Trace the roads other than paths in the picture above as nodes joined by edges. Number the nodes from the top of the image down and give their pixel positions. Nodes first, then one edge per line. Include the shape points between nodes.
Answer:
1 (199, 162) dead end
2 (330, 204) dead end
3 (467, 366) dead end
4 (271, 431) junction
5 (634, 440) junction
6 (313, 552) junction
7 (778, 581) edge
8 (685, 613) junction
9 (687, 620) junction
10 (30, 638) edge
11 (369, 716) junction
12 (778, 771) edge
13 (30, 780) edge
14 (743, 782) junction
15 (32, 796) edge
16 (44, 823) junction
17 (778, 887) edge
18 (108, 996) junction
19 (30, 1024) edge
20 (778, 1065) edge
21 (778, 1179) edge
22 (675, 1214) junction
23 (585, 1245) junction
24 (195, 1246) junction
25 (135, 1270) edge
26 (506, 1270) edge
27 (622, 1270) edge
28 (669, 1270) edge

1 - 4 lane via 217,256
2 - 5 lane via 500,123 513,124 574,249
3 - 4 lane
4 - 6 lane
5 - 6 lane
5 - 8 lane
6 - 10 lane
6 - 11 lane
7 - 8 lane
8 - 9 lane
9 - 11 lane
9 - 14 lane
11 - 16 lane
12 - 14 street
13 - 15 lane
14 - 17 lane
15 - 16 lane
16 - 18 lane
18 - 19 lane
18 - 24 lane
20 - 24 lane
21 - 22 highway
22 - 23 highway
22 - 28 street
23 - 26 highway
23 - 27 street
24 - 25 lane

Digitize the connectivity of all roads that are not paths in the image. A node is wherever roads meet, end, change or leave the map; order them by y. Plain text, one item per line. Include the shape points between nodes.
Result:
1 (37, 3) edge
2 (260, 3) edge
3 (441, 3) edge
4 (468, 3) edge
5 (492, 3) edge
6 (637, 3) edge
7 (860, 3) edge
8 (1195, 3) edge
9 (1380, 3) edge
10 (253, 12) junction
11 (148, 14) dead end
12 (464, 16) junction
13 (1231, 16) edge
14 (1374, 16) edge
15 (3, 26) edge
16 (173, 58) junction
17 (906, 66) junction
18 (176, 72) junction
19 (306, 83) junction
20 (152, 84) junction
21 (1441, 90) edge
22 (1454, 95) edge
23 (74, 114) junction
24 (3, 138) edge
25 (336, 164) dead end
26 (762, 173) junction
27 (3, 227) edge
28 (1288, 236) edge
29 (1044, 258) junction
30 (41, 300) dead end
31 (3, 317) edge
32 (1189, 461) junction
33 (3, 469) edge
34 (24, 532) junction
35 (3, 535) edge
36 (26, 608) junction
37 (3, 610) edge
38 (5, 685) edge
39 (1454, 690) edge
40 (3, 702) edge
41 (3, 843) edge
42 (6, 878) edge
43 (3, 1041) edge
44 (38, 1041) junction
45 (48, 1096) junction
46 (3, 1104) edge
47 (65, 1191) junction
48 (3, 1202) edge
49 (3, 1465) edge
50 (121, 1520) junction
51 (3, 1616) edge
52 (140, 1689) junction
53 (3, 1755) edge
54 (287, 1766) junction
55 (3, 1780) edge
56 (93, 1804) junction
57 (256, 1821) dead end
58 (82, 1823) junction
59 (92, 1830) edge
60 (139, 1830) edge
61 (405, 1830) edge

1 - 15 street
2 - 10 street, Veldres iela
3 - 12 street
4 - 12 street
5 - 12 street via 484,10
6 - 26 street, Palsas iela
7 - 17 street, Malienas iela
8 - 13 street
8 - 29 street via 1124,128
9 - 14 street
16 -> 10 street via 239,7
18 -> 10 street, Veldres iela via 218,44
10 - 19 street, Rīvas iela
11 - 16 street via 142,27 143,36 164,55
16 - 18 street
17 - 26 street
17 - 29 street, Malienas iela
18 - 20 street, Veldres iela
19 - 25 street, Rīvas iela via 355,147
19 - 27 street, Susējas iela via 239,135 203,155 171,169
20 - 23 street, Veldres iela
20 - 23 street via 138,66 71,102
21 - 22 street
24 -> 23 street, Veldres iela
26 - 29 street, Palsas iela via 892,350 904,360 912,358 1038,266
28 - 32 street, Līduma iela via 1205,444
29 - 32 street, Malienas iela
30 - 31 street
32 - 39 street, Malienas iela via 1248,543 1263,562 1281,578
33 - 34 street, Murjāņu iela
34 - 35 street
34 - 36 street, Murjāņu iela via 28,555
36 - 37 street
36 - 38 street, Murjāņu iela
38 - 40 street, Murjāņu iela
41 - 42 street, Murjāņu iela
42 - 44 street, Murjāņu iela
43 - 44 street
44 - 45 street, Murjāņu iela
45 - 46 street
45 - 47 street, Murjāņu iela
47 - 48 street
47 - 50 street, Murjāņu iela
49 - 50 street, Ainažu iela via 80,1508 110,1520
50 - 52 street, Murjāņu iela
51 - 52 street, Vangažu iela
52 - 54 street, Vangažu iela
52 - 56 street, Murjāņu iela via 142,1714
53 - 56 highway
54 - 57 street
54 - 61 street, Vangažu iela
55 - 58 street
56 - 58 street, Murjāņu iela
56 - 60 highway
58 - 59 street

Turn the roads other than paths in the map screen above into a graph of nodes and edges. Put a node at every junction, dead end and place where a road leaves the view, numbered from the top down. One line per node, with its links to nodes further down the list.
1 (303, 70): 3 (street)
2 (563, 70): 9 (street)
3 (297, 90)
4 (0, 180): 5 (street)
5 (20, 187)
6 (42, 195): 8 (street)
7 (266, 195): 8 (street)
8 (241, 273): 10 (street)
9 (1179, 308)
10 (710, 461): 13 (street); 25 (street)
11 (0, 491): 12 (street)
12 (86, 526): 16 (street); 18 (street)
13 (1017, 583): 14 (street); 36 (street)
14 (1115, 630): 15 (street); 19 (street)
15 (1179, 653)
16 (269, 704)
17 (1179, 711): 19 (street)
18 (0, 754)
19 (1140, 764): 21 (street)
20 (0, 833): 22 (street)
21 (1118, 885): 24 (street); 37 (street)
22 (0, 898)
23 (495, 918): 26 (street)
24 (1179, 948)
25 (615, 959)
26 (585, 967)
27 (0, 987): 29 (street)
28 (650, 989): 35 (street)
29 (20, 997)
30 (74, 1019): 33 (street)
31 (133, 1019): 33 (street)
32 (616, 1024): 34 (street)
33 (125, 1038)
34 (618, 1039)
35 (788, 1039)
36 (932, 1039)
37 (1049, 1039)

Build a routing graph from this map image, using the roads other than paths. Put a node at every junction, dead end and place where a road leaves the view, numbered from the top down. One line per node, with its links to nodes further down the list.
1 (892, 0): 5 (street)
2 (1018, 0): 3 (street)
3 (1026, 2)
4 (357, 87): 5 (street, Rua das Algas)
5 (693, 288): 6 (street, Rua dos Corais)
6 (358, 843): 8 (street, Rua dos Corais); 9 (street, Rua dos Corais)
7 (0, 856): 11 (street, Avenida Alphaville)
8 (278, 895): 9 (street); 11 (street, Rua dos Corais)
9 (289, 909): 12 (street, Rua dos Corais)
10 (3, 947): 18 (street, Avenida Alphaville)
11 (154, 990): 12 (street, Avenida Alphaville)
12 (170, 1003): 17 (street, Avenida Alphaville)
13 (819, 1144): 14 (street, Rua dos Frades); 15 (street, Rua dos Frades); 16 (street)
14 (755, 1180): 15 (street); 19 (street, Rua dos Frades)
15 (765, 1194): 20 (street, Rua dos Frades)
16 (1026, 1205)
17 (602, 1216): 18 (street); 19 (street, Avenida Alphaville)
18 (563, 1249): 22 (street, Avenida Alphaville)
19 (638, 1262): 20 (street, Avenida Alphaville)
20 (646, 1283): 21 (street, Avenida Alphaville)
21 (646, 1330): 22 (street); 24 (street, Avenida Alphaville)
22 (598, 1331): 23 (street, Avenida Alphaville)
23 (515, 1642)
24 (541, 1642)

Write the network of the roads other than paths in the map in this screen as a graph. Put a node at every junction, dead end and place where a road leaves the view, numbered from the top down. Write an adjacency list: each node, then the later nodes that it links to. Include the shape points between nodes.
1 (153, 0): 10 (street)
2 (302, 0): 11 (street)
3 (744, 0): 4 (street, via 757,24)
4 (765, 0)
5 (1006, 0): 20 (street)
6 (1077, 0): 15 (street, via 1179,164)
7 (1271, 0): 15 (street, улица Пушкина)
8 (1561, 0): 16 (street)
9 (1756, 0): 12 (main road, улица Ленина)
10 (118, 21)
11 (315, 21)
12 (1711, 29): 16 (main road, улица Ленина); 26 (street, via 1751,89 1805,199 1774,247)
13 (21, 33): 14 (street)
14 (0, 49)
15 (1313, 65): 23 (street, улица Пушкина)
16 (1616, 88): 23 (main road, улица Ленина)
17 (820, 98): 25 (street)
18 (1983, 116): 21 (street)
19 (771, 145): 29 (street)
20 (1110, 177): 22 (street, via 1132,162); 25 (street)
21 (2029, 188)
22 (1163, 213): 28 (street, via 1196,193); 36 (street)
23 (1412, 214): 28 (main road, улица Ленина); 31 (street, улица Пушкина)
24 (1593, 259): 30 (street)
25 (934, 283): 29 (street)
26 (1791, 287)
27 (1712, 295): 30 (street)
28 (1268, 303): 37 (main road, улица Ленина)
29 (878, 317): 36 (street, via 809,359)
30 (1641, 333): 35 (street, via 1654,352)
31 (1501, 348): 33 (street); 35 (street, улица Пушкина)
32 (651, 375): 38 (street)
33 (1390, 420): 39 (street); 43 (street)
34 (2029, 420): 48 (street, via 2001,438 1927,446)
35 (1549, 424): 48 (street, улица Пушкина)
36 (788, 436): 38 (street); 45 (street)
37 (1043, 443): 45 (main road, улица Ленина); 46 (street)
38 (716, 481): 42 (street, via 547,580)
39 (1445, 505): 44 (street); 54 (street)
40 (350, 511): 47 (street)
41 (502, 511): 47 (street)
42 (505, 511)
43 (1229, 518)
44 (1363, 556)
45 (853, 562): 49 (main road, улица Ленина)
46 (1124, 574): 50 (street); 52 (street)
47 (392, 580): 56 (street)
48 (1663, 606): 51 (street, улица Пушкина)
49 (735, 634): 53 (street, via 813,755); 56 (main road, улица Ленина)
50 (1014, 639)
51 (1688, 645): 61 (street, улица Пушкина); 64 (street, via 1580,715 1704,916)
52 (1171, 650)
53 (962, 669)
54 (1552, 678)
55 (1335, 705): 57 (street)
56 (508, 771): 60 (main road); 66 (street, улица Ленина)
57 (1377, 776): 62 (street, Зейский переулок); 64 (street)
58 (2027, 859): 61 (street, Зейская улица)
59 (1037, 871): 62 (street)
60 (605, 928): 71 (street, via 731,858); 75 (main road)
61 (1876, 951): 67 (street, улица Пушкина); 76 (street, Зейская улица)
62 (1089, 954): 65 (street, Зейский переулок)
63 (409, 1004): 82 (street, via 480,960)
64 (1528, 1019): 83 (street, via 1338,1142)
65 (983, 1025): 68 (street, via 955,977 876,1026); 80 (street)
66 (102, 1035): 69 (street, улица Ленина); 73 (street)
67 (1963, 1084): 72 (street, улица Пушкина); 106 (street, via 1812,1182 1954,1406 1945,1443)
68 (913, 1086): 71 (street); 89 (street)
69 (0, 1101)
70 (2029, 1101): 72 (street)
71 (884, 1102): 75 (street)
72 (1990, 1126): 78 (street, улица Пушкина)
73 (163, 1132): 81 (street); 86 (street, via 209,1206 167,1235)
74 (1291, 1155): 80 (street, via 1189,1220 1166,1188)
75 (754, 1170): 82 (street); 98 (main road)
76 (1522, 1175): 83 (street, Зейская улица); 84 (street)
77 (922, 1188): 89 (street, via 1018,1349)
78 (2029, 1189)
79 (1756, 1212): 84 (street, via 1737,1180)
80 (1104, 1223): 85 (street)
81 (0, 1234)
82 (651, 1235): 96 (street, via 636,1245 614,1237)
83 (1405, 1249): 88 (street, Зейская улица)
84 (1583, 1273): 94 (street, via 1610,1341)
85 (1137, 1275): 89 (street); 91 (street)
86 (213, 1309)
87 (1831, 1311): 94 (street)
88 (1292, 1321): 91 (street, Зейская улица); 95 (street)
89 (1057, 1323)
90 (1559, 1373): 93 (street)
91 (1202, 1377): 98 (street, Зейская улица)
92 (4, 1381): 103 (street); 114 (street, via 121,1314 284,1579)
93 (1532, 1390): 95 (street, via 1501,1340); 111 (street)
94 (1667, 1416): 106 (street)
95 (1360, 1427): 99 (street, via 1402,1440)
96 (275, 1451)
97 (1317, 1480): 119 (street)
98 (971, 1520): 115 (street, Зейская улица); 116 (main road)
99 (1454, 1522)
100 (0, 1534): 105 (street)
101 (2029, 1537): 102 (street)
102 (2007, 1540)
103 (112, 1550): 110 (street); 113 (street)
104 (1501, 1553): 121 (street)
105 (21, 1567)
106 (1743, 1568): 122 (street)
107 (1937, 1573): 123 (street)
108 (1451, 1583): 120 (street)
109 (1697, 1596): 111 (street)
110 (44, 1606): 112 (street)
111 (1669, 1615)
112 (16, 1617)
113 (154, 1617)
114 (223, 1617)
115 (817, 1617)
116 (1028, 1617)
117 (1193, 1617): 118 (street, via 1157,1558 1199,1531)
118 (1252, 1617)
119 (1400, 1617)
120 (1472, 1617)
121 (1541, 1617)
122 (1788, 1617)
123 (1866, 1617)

■ Your assignment
Each line holding "paths" in the records should be copied out.

■ Solution to this task
Trace the roads other than paths in the picture above as nodes joined by edges. Number the nodes from the top of the image down and give their pixel positions. Nodes first, then one edge per line. Include the shape points between nodes.
Digitize the connectivity of all roads that are not paths in the image. A node is wherever roads meet, end, change or leave the map; order them by y. Plain text, one item per line. Include the shape points between nodes.
Turn the roads other than paths in the map screen above into a graph of nodes and edges. Put a node at every junction, dead end and place where a road leaves the view, numbered from the top down. One line per node, with its links to nodes further down the list.
Build a routing graph from this map image, using the roads other than paths. Put a node at every junction, dead end and place where a road leaves the view, numbered from the top down. One line per node, with its links to nodes further down the list.
Write the network of the roads other than paths in the map in this screen as a graph. Put a node at every junction, dead end and place where a road leaves the view, numbered from the top down. Write an adjacency list: each node, then the later nodes that it links to. Include the shape points between nodes.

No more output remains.